Italian Prime Minister Silvio Berlusconi defied heavy pressure to resign as he faces a rebellion in his party. A recovery in Italian stocks and a pullback in government bond yields reversed when he denied reports that he would resign within hours.

“Berlusconi’s reputation is so tarnished at this point that it’s difficult to see how he gets a difficult austerity package through,” said Stephen Massocca, managing director at Wedbush Morgan in San Francisco. “If he is moved aside for someone who can be more influential, then there is a greater chance that something happens.”

Benchmark Italian government bond yields dipped below 6.6 percent after earlier brushing 6.67, their highest since 1997. Borrowing costs of 7 percent and above are widely viewed as unsustainable.

Helping to cap equity losses, a paper prepared by the European Investment Bank for European finance ministers said the EIB could provide up to 74 billion euros of lending support to European banks over two years if its capital base were reinforced in part with cash from shareholders.
European banks’ liquidity issues are seen as a key element in the current crisis.

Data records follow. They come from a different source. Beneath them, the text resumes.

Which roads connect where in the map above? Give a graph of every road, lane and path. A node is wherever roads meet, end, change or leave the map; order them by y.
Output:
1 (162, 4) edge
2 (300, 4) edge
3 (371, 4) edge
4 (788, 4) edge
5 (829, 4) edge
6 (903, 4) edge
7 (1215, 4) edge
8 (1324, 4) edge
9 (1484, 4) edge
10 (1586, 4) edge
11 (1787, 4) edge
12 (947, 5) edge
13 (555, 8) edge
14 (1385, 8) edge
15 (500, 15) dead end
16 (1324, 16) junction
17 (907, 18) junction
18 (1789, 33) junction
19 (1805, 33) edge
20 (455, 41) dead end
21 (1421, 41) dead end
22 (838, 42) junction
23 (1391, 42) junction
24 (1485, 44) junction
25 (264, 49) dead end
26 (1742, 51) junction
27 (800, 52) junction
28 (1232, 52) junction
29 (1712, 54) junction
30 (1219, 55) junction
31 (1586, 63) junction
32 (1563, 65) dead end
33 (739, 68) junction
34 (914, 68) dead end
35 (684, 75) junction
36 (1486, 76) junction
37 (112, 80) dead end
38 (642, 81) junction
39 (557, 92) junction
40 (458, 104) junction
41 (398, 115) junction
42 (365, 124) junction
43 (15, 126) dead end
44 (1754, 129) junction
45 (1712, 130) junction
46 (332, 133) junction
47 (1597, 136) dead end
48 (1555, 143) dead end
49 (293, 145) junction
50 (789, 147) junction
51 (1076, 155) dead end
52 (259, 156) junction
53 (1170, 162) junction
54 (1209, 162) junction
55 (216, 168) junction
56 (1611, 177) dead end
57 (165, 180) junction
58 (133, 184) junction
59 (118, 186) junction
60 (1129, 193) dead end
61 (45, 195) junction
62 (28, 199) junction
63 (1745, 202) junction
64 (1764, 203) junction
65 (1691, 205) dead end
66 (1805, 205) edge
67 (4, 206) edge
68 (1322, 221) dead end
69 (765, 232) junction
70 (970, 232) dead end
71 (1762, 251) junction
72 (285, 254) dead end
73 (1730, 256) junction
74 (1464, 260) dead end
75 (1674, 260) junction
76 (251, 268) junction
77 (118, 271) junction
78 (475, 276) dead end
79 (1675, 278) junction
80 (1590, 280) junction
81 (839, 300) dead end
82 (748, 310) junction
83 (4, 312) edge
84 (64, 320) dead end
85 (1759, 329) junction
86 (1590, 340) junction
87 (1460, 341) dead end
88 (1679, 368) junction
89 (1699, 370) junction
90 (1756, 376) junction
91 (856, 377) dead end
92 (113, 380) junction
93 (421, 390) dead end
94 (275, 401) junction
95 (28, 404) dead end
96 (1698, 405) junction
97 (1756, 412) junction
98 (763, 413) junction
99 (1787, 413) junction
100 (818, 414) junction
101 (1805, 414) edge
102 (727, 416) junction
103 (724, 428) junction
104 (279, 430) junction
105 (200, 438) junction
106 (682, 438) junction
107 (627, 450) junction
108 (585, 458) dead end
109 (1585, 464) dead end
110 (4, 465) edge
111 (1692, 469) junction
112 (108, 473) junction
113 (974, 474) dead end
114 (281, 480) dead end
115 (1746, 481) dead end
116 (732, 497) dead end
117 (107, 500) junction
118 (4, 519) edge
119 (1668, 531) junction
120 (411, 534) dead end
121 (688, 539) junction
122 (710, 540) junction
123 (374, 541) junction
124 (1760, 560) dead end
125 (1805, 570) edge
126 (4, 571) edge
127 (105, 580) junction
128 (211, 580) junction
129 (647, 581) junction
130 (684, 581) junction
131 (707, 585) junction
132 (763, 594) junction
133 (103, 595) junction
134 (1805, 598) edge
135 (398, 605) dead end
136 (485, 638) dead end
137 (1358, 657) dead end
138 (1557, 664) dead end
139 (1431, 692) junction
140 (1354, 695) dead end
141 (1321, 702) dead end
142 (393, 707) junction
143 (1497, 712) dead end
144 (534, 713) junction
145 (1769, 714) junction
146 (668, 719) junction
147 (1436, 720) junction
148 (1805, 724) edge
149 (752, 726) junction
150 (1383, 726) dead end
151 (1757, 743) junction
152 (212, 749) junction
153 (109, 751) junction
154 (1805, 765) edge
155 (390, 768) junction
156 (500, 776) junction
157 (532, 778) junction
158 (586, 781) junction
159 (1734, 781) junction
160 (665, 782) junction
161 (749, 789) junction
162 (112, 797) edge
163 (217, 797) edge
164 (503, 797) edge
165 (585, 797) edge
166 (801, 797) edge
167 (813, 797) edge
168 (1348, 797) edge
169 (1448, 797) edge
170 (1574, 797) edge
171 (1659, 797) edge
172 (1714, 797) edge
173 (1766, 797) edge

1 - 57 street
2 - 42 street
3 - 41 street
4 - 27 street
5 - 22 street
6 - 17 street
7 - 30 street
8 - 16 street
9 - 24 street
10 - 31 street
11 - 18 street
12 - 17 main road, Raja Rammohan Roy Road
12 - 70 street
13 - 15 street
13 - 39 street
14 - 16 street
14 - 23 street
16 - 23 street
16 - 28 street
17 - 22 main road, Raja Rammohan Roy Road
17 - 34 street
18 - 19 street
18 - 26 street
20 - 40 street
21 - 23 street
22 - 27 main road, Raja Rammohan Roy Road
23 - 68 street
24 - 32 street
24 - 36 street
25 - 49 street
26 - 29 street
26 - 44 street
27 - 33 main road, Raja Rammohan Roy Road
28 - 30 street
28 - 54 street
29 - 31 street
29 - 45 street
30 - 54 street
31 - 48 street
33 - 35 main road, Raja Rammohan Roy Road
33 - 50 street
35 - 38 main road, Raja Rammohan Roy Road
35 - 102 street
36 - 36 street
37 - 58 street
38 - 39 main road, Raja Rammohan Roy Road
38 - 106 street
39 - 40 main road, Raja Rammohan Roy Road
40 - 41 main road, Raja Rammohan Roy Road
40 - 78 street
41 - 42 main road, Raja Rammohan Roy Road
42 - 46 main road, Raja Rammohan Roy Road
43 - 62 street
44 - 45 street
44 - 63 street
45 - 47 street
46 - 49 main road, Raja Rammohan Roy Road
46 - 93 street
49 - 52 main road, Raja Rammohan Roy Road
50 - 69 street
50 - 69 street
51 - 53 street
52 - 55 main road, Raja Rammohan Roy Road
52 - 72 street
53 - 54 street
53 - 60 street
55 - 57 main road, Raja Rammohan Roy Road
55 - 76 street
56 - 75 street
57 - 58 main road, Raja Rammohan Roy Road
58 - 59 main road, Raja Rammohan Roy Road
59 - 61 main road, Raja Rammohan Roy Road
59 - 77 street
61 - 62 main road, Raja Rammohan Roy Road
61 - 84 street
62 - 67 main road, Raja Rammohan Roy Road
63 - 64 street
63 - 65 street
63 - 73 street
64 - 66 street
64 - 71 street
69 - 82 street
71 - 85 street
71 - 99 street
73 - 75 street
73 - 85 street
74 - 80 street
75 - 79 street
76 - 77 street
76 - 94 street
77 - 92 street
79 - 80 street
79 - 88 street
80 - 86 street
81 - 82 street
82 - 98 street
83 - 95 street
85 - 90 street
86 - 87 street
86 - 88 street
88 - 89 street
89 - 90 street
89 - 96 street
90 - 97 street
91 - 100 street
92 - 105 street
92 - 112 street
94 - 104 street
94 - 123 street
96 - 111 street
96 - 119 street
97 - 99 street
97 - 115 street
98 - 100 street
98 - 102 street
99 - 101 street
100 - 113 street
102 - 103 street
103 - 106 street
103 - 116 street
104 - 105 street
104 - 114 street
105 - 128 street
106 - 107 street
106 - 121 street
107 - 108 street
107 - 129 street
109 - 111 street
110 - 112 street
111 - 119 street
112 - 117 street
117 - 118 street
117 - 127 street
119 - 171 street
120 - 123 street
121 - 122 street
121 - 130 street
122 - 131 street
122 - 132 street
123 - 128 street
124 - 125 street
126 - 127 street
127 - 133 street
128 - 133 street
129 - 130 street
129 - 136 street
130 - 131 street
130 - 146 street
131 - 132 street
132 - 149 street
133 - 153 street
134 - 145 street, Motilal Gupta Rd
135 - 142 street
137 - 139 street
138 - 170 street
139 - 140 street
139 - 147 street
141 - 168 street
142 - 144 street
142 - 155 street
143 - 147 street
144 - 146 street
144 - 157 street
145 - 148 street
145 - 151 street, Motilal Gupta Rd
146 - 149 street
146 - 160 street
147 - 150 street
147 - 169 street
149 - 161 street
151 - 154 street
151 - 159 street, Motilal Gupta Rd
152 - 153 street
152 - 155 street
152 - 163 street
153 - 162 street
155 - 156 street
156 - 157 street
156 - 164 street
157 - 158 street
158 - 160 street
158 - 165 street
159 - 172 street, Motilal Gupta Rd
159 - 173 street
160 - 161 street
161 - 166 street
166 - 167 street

In mid-morning trading in New York, the Dow Jones industrial average dipped 32.46 points, or 0.27 percent, to 11,950.78. The S&P 500 fell 4.62 points, or 0.37 percent, to 1,248.61. The Nasdaq Composite dropped 24.32 points, or 0.91 percent, to 2,661.83.

The FTSEurofirst was last down 0.5 percent after a 3.8 percent decline last week that ended a five-week rally. The MSCI world equity index was off 0.3 percent.
The euro edged lower versus the U.S. dollar in choppy trading. It briefly traded positive earlier as overall risk sentiment improved.

U.S. Treasury debt prices backed off overnight gains as turmoil in Italy and Greece had investors pondering the eventual path of the euro zone debt crisis.
“Italy has come off their widest levels so we are moving in sympathy with them; as they improve we sell off a bit, so the flight-to-quality flows happened overnight and they have subsided,” said Rick Klingman, managing director of Treasury trading at BNP Paribas in New York.

Gold futures rose almost 1 percent as investors piled into the traditional safe-haven asset on uncertainty about Europe’s debt crisis.

Political wrangling in Greece had sparked panic in global financial markets on fears that it would fail to save the country from defaulting and to stop the region’s debt problems from spreading to other countries in the euro zone.

While Greece is negotiating a new government to help receive its EU aid package, market jitters remain over a lack of funding to beef up the euro zone’s bailout fund after EU leaders failed to get any concrete pledge for new money at a G20 summit on Friday.